◆ EXERCISE AIM: Would you please repeat all of the data exactly, omitting the pictures?

========================================

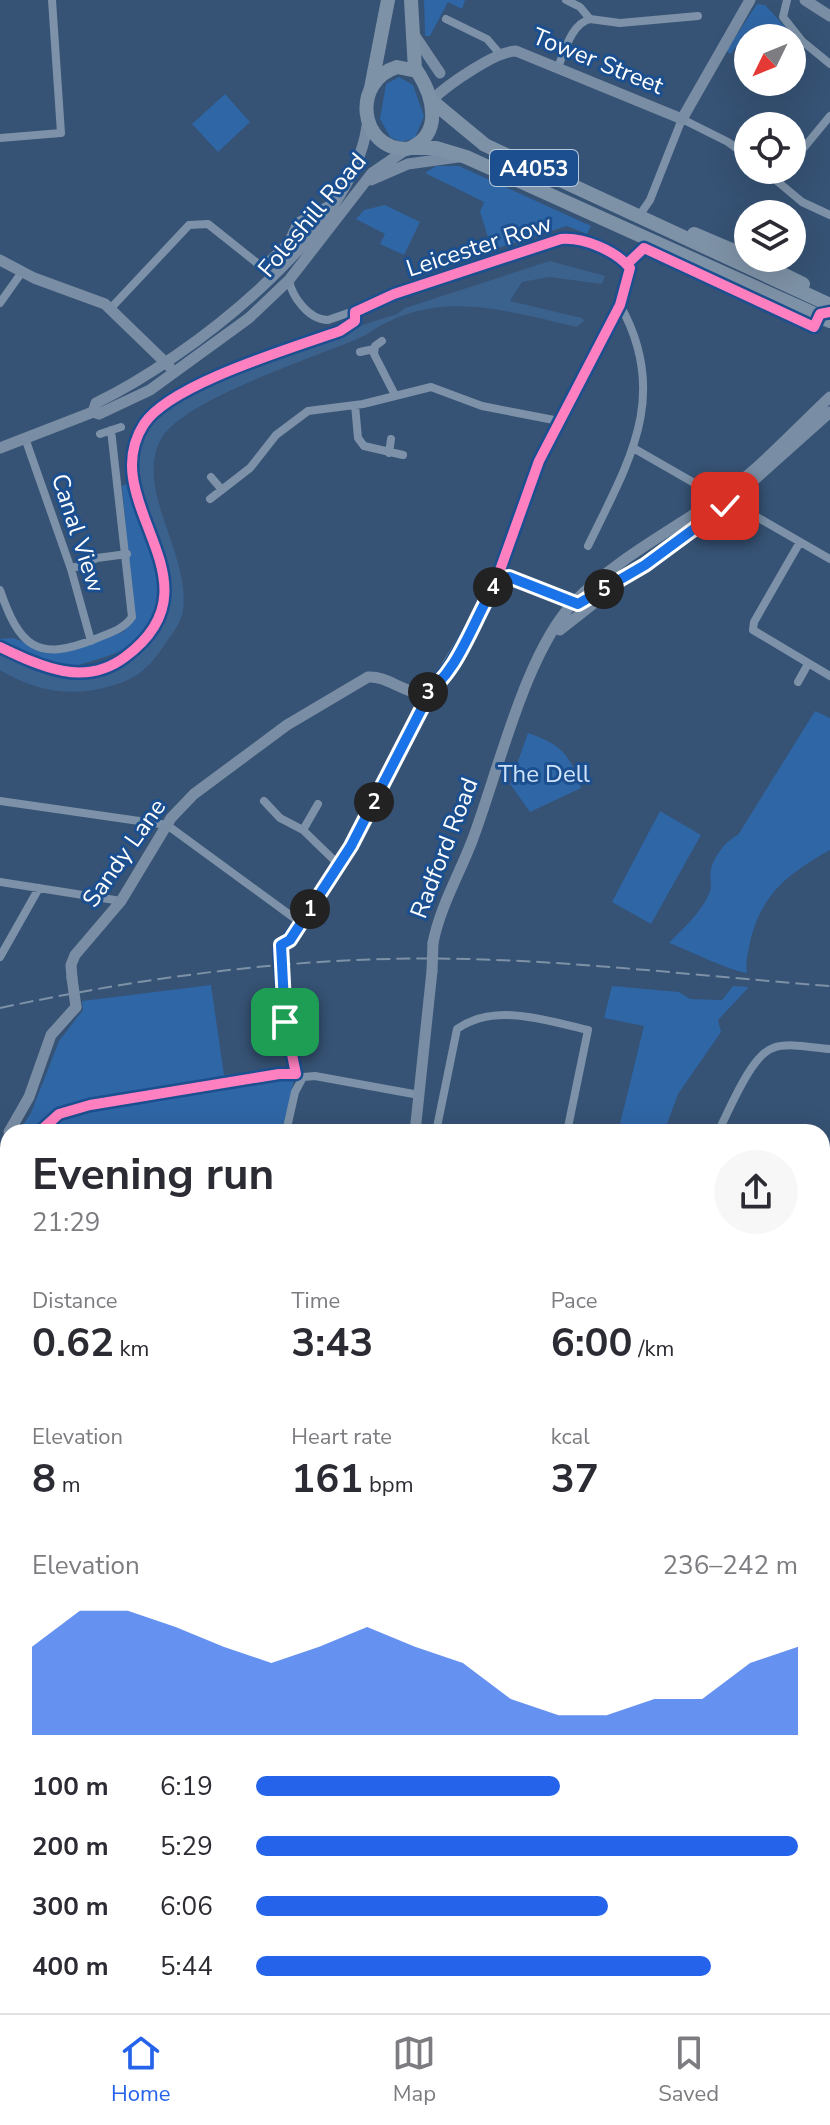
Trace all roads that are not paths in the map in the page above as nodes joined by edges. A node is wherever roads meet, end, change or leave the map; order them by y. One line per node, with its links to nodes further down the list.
1 (52, 0): 24 (street)
2 (388, 0): 19 (highway)
3 (411, 0): 12 (highway, A4053)
4 (566, 0): 11 (street)
5 (750, 0): 22 (main road)
6 (787, 0): 14 (street)
7 (805, 0): 9 (main road)
8 (698, 16): 11 (street)
9 (830, 16)
10 (446, 19): 13 (street)
11 (590, 19): 15 (street)
12 (411, 30): 16 (highway, A4053); 17 (main road)
13 (500, 54): 15 (main road, Tower Street); 18 (main road, Tower Street)
14 (830, 64)
15 (558, 67): 22 (main road, Tower Street)
16 (416, 71): 17 (main road); 19 (highway); 20 (highway, A4053)
17 (440, 73): 18 (main road)
18 (456, 78): 20 (main road, Tower Street)
19 (371, 89): 23 (highway)
20 (433, 101): 27 (highway); 33 (highway, A4053)
21 (830, 116): 25 (street)
22 (682, 119): 26 (street); 33 (street)
23 (367, 126): 27 (highway, A4053); 31 (main road, Foleshill Road)
24 (0, 138)
25 (806, 145)
26 (734, 146)
27 (410, 148): 28 (highway, A4053); 30 (main road, Foleshill Road)
28 (466, 157): 30 (main road); 34 (highway, A4053)
29 (782, 184): 32 (street)
30 (362, 185): 39 (main road, Foleshill Road)
31 (332, 203): 47 (street); 53 (main road, Foleshill Road)
32 (830, 215)
33 (642, 217): 35 (highway); 40 (highway, A4053)
34 (622, 226): 40 (highway, A4053); 49 (highway)
35 (734, 252)
36 (0, 260): 37 (main road)
37 (22, 272): 44 (street); 47 (main road)
38 (779, 272): 43 (highway)
39 (289, 280): 41 (main road, Foleshill Road); 42 (street)
40 (774, 288): 46 (highway, A4053); 48 (highway, A4053)
41 (276, 293): 42 (street); 54 (main road, Foleshill Road)
42 (291, 294): 45 (street, Leicester Row)
43 (830, 296)
44 (0, 303)
45 (620, 305): 60 (street); 65 (street)
46 (830, 305)
47 (111, 308): 53 (main road)
48 (830, 321)
49 (830, 331)
50 (382, 341): 51 (street)
51 (374, 349): 52 (street); 55 (street)
52 (360, 352)
53 (166, 362): 54 (main road); 58 (main road, Foleshill Road)
54 (175, 373): 58 (main road, Foleshill Road)
55 (395, 395): 57 (street); 60 (street)
56 (830, 397): 81 (main road, Radford Road)
57 (355, 405): 66 (street); 70 (street)
58 (93, 412): 62 (main road, Foleshill Road)
59 (830, 412): 77 (main road, Radford Road)
60 (559, 421): 79 (street)
61 (100, 434): 75 (street)
62 (25, 438): 64 (main road, Foleshill Road); 78 (street, Canal View)
63 (391, 439): 66 (street)
64 (0, 448)
65 (635, 449): 69 (street); 74 (street)
66 (389, 453): 67 (street)
67 (403, 455)
68 (211, 477): 70 (street)
69 (703, 488)
70 (222, 490): 71 (street)
71 (210, 499)
72 (750, 513): 73 (street)
73 (800, 542): 76 (street); 84 (street)
74 (588, 546)
75 (127, 554): 78 (street); 83 (street)
76 (830, 559)
77 (645, 565): 81 (main road, Radford Road); 82 (main road, Radford Road)
78 (71, 569): 83 (street, Canal View)
79 (501, 578): 81 (main road); 87 (main road)
80 (0, 590): 83 (street)
81 (574, 603): 82 (main road, Radford Road)
82 (550, 638): 101 (main road, Radford Road, bridge)
83 (91, 641)
84 (808, 664): 85 (street); 86 (street)
85 (830, 676)
86 (798, 682)
87 (424, 694): 91 (main road, Sandy Lane); 93 (street)
88 (0, 801): 91 (street)
89 (264, 801): 92 (street)
90 (318, 804): 92 (street)
91 (167, 825): 96 (main road, Sandy Lane); 97 (street)
92 (303, 830): 93 (street)
93 (339, 865): 97 (street)
94 (0, 882): 95 (street)
95 (39, 888): 96 (street); 99 (street)
96 (121, 901): 102 (main road, Sandy Lane, bridge)
97 (301, 923): 98 (street)
98 (290, 940)
99 (0, 957)
100 (830, 1049): 107 (street)
101 (419, 1095): 103 (street); 104 (main road, Radford Road)
102 (13, 1124)
103 (288, 1124)
104 (416, 1124)
105 (438, 1124): 106 (street)
106 (569, 1124)
107 (722, 1124)

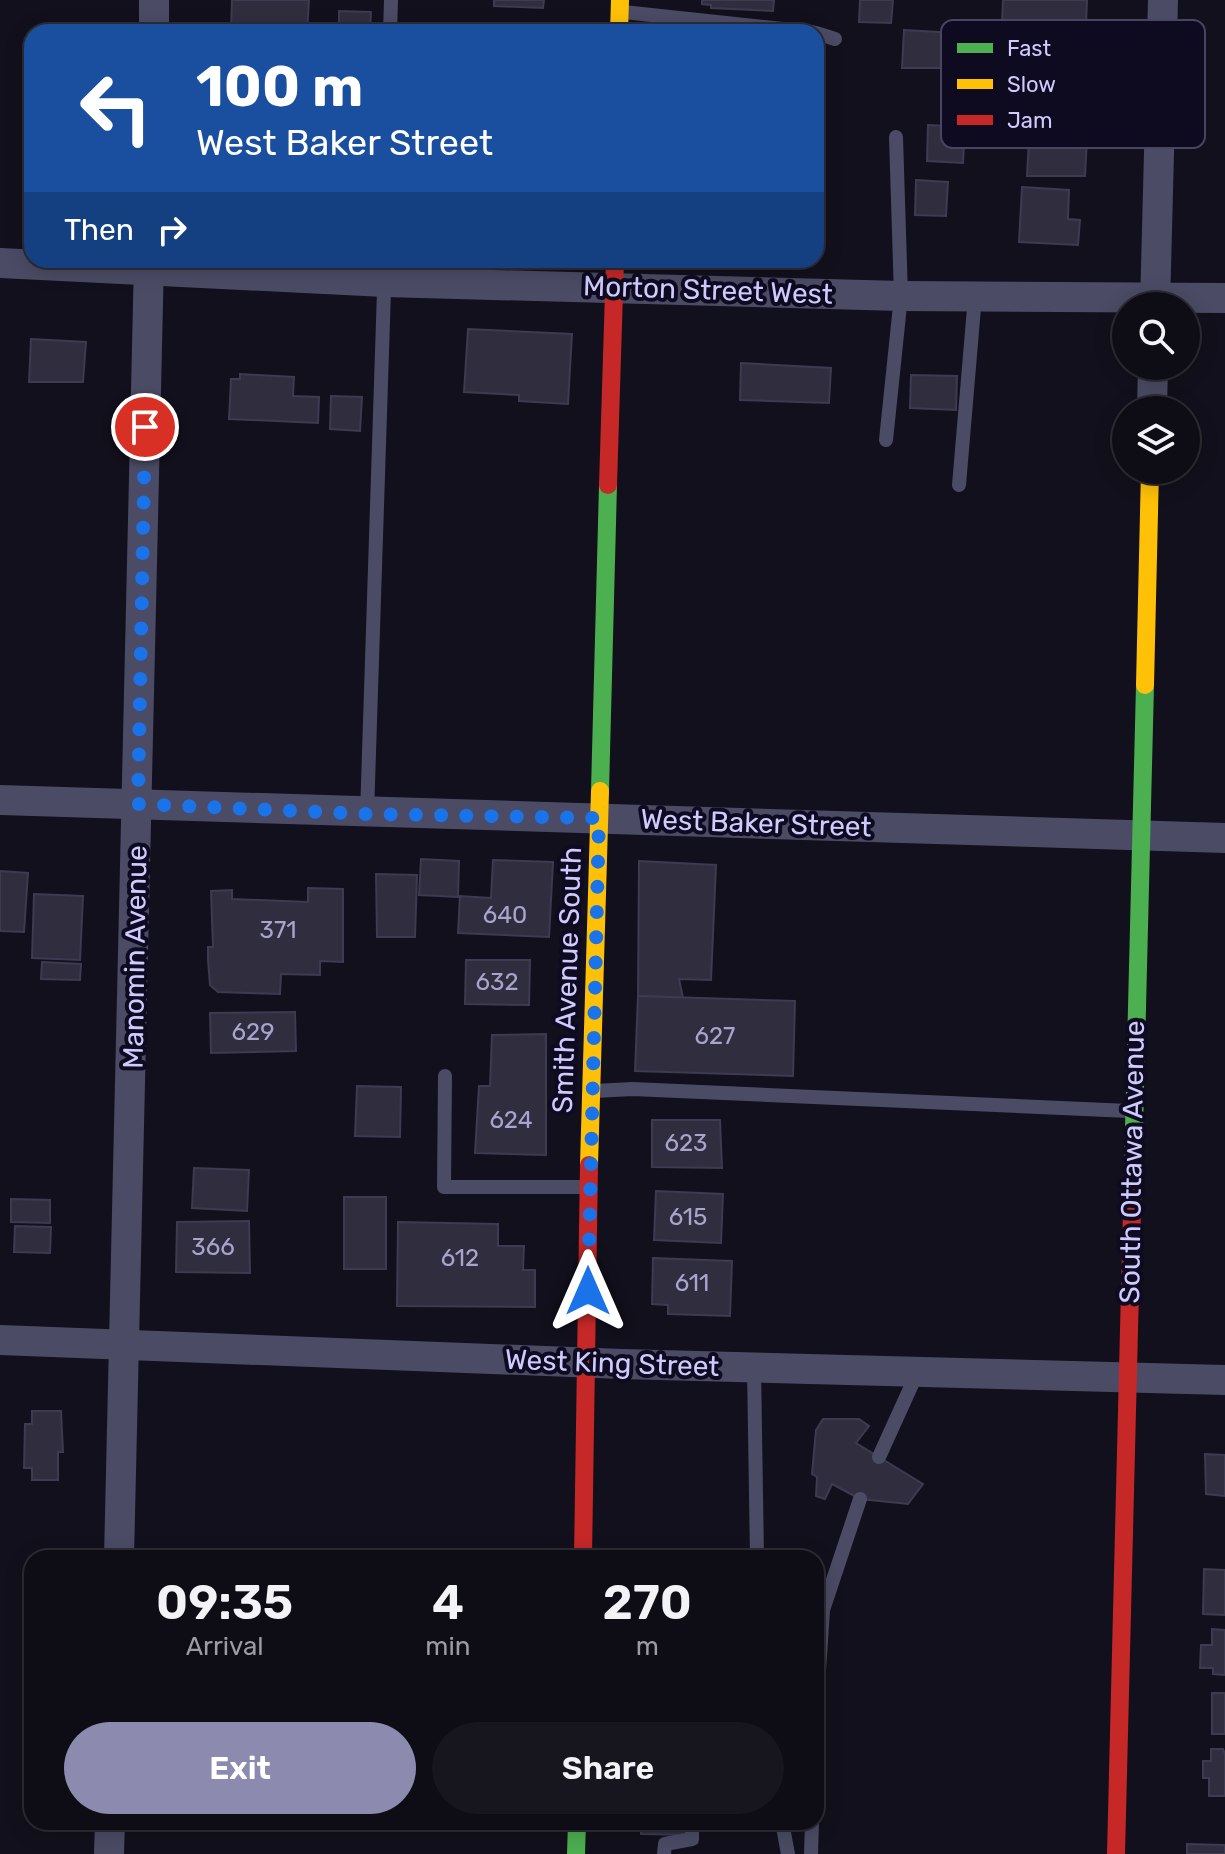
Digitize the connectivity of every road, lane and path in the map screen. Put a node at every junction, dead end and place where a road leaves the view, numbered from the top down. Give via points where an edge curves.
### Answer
1 (154, 0) edge
2 (391, 0) edge
3 (1163, 0) edge
4 (619, 6) edge
5 (1162, 20) edge
6 (154, 24) edge
7 (390, 24) edge
8 (749, 24) edge
9 (824, 36) edge
10 (835, 39) dead end
11 (896, 137) dead end
12 (1159, 148) edge
13 (0, 263) edge
14 (24, 263) edge
15 (149, 268) edge
16 (284, 268) edge
17 (385, 271) edge
18 (614, 273) edge
19 (1155, 292) edge
20 (901, 296) junction
21 (975, 296) junction
22 (1225, 298) edge
23 (1200, 299) edge
24 (1112, 300) edge
25 (886, 440) dead end
26 (1150, 484) edge
27 (959, 485) dead end
28 (0, 800) edge
29 (138, 804) junction
30 (367, 814) junction
31 (599, 818) junction
32 (1140, 836) junction
33 (1225, 838) edge
34 (445, 1076) dead end
35 (592, 1092) junction
36 (1134, 1111) junction
37 (588, 1187) junction
38 (0, 1340) edge
39 (127, 1343) junction
40 (587, 1362) junction
41 (754, 1367) junction
42 (918, 1371) junction
43 (1127, 1377) junction
44 (1225, 1380) edge
45 (879, 1457) dead end
46 (860, 1499) dead end
47 (119, 1550) edge
48 (583, 1550) edge
49 (757, 1550) edge
50 (824, 1607) edge
51 (110, 1830) edge
52 (577, 1830) edge
53 (692, 1830) edge
54 (784, 1830) edge
55 (812, 1830) edge
56 (109, 1854) edge
57 (576, 1854) edge
58 (664, 1854) edge
59 (788, 1854) edge
60 (811, 1854) edge
61 (1116, 1854) edge

1 - 6 street
2 - 7 lane
3 - 5 street
4 - 8 lane
9 - 10 lane
11 - 20 lane
12 - 19 street
13 - 14 street, Morton Street West
15 - 29 street, Manomin Avenue
16 - 17 street, Morton Street West
17 - 18 street, Morton Street West
17 - 30 lane
18 - 20 street, Morton Street West
18 - 31 street, Smith Avenue South
20 - 21 street, Morton Street West
20 - 25 lane
21 - 24 street, Morton Street West
21 - 27 lane
22 - 23 street, Morton Street West
26 - 32 street, South Ottawa Avenue
28 - 29 street, West Baker Street
29 - 30 street, West Baker Street
29 - 39 street, Manomin Avenue
30 - 31 street, West Baker Street
31 - 32 street, West Baker Street
31 - 35 street, Smith Avenue South
32 - 33 street, West Baker Street
32 - 36 street, South Ottawa Avenue
34 - 37 lane via 444,1187
35 - 36 lane via 632,1089
35 - 37 street, Smith Avenue South
36 - 43 street, South Ottawa Avenue
37 - 40 street, Smith Avenue South
38 - 39 street, West King Street
39 - 40 street, West King Street
39 - 47 street, Manomin Avenue
40 - 41 street, West King Street
40 - 48 street, Smith Avenue South
41 - 42 street, West King Street
41 - 49 lane
42 - 43 street, West King Street
42 - 45 lane
43 - 44 street, West King Street
43 - 61 street, South Ottawa Avenue
46 - 50 lane
51 - 56 street
52 - 57 street
53 - 58 lane via 692,1839 665,1844
54 - 59 lane
55 - 60 lane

========================================

◆ RESULT BELOW:
Trace all roads that are not paths in the map in the page above as nodes joined by edges. A node is wherever roads meet, end, change or leave the map; order them by y. One line per node, with its links to nodes further down the list.
1 (52, 0): 24 (street)
2 (388, 0): 19 (highway)
3 (411, 0): 12 (highway, A4053)
4 (566, 0): 11 (street)
5 (750, 0): 22 (main road)
6 (787, 0): 14 (street)
7 (805, 0): 9 (main road)
8 (698, 16): 11 (street)
9 (830, 16)
10 (446, 19): 13 (street)
11 (590, 19): 15 (street)
12 (411, 30): 16 (highway, A4053); 17 (main road)
13 (500, 54): 15 (main road, Tower Street); 18 (main road, Tower Street)
14 (830, 64)
15 (558, 67): 22 (main road, Tower Street)
16 (416, 71): 17 (main road); 19 (highway); 20 (highway, A4053)
17 (440, 73): 18 (main road)
18 (456, 78): 20 (main road, Tower Street)
19 (371, 89): 23 (highway)
20 (433, 101): 27 (highway); 33 (highway, A4053)
21 (830, 116): 25 (street)
22 (682, 119): 26 (street); 33 (street)
23 (367, 126): 27 (highway, A4053); 31 (main road, Foleshill Road)
24 (0, 138)
25 (806, 145)
26 (734, 146)
27 (410, 148): 28 (highway, A4053); 30 (main road, Foleshill Road)
28 (466, 157): 30 (main road); 34 (highway, A4053)
29 (782, 184): 32 (street)
30 (362, 185): 39 (main road, Foleshill Road)
31 (332, 203): 47 (street); 53 (main road, Foleshill Road)
32 (830, 215)
33 (642, 217): 35 (highway); 40 (highway, A4053)
34 (622, 226): 40 (highway, A4053); 49 (highway)
35 (734, 252)
36 (0, 260): 37 (main road)
37 (22, 272): 44 (street); 47 (main road)
38 (779, 272): 43 (highway)
39 (289, 280): 41 (main road, Foleshill Road); 42 (street)
40 (774, 288): 46 (highway, A4053); 48 (highway, A4053)
41 (276, 293): 42 (street); 54 (main road, Foleshill Road)
42 (291, 294): 45 (street, Leicester Row)
43 (830, 296)
44 (0, 303)
45 (620, 305): 60 (street); 65 (street)
46 (830, 305)
47 (111, 308): 53 (main road)
48 (830, 321)
49 (830, 331)
50 (382, 341): 51 (street)
51 (374, 349): 52 (street); 55 (street)
52 (360, 352)
53 (166, 362): 54 (main road); 58 (main road, Foleshill Road)
54 (175, 373): 58 (main road, Foleshill Road)
55 (395, 395): 57 (street); 60 (street)
56 (830, 397): 81 (main road, Radford Road)
57 (355, 405): 66 (street); 70 (street)
58 (93, 412): 62 (main road, Foleshill Road)
59 (830, 412): 77 (main road, Radford Road)
60 (559, 421): 79 (street)
61 (100, 434): 75 (street)
62 (25, 438): 64 (main road, Foleshill Road); 78 (street, Canal View)
63 (391, 439): 66 (street)
64 (0, 448)
65 (635, 449): 69 (street); 74 (street)
66 (389, 453): 67 (street)
67 (403, 455)
68 (211, 477): 70 (street)
69 (703, 488)
70 (222, 490): 71 (street)
71 (210, 499)
72 (750, 513): 73 (street)
73 (800, 542): 76 (street); 84 (street)
74 (588, 546)
75 (127, 554): 78 (street); 83 (street)
76 (830, 559)
77 (645, 565): 81 (main road, Radford Road); 82 (main road, Radford Road)
78 (71, 569): 83 (street, Canal View)
79 (501, 578): 81 (main road); 87 (main road)
80 (0, 590): 83 (street)
81 (574, 603): 82 (main road, Radford Road)
82 (550, 638): 101 (main road, Radford Road, bridge)
83 (91, 641)
84 (808, 664): 85 (street); 86 (street)
85 (830, 676)
86 (798, 682)
87 (424, 694): 91 (main road, Sandy Lane); 93 (street)
88 (0, 801): 91 (street)
89 (264, 801): 92 (street)
90 (318, 804): 92 (street)
91 (167, 825): 96 (main road, Sandy Lane); 97 (street)
92 (303, 830): 93 (street)
93 (339, 865): 97 (street)
94 (0, 882): 95 (street)
95 (39, 888): 96 (street); 99 (street)
96 (121, 901): 102 (main road, Sandy Lane, bridge)
97 (301, 923): 98 (street)
98 (290, 940)
99 (0, 957)
100 (830, 1049): 107 (street)
101 (419, 1095): 103 (street); 104 (main road, Radford Road)
102 (13, 1124)
103 (288, 1124)
104 (416, 1124)
105 (438, 1124): 106 (street)
106 (569, 1124)
107 (722, 1124)

Digitize the connectivity of every road, lane and path in the map screen. Put a node at every junction, dead end and place where a road leaves the view, numbered from the top down. Give via points where an edge curves.
### Answer
1 (154, 0) edge
2 (391, 0) edge
3 (1163, 0) edge
4 (619, 6) edge
5 (1162, 20) edge
6 (154, 24) edge
7 (390, 24) edge
8 (749, 24) edge
9 (824, 36) edge
10 (835, 39) dead end
11 (896, 137) dead end
12 (1159, 148) edge
13 (0, 263) edge
14 (24, 263) edge
15 (149, 268) edge
16 (284, 268) edge
17 (385, 271) edge
18 (614, 273) edge
19 (1155, 292) edge
20 (901, 296) junction
21 (975, 296) junction
22 (1225, 298) edge
23 (1200, 299) edge
24 (1112, 300) edge
25 (886, 440) dead end
26 (1150, 484) edge
27 (959, 485) dead end
28 (0, 800) edge
29 (138, 804) junction
30 (367, 814) junction
31 (599, 818) junction
32 (1140, 836) junction
33 (1225, 838) edge
34 (445, 1076) dead end
35 (592, 1092) junction
36 (1134, 1111) junction
37 (588, 1187) junction
38 (0, 1340) edge
39 (127, 1343) junction
40 (587, 1362) junction
41 (754, 1367) junction
42 (918, 1371) junction
43 (1127, 1377) junction
44 (1225, 1380) edge
45 (879, 1457) dead end
46 (860, 1499) dead end
47 (119, 1550) edge
48 (583, 1550) edge
49 (757, 1550) edge
50 (824, 1607) edge
51 (110, 1830) edge
52 (577, 1830) edge
53 (692, 1830) edge
54 (784, 1830) edge
55 (812, 1830) edge
56 (109, 1854) edge
57 (576, 1854) edge
58 (664, 1854) edge
59 (788, 1854) edge
60 (811, 1854) edge
61 (1116, 1854) edge

1 - 6 street
2 - 7 lane
3 - 5 street
4 - 8 lane
9 - 10 lane
11 - 20 lane
12 - 19 street
13 - 14 street, Morton Street West
15 - 29 street, Manomin Avenue
16 - 17 street, Morton Street West
17 - 18 street, Morton Street West
17 - 30 lane
18 - 20 street, Morton Street West
18 - 31 street, Smith Avenue South
20 - 21 street, Morton Street West
20 - 25 lane
21 - 24 street, Morton Street West
21 - 27 lane
22 - 23 street, Morton Street West
26 - 32 street, South Ottawa Avenue
28 - 29 street, West Baker Street
29 - 30 street, West Baker Street
29 - 39 street, Manomin Avenue
30 - 31 street, West Baker Street
31 - 32 street, West Baker Street
31 - 35 street, Smith Avenue South
32 - 33 street, West Baker Street
32 - 36 street, South Ottawa Avenue
34 - 37 lane via 444,1187
35 - 36 lane via 632,1089
35 - 37 street, Smith Avenue South
36 - 43 street, South Ottawa Avenue
37 - 40 street, Smith Avenue South
38 - 39 street, West King Street
39 - 40 street, West King Street
39 - 47 street, Manomin Avenue
40 - 41 street, West King Street
40 - 48 street, Smith Avenue South
41 - 42 street, West King Street
41 - 49 lane
42 - 43 street, West King Street
42 - 45 lane
43 - 44 street, West King Street
43 - 61 street, South Ottawa Avenue
46 - 50 lane
51 - 56 street
52 - 57 street
53 - 58 lane via 692,1839 665,1844
54 - 59 lane
55 - 60 lane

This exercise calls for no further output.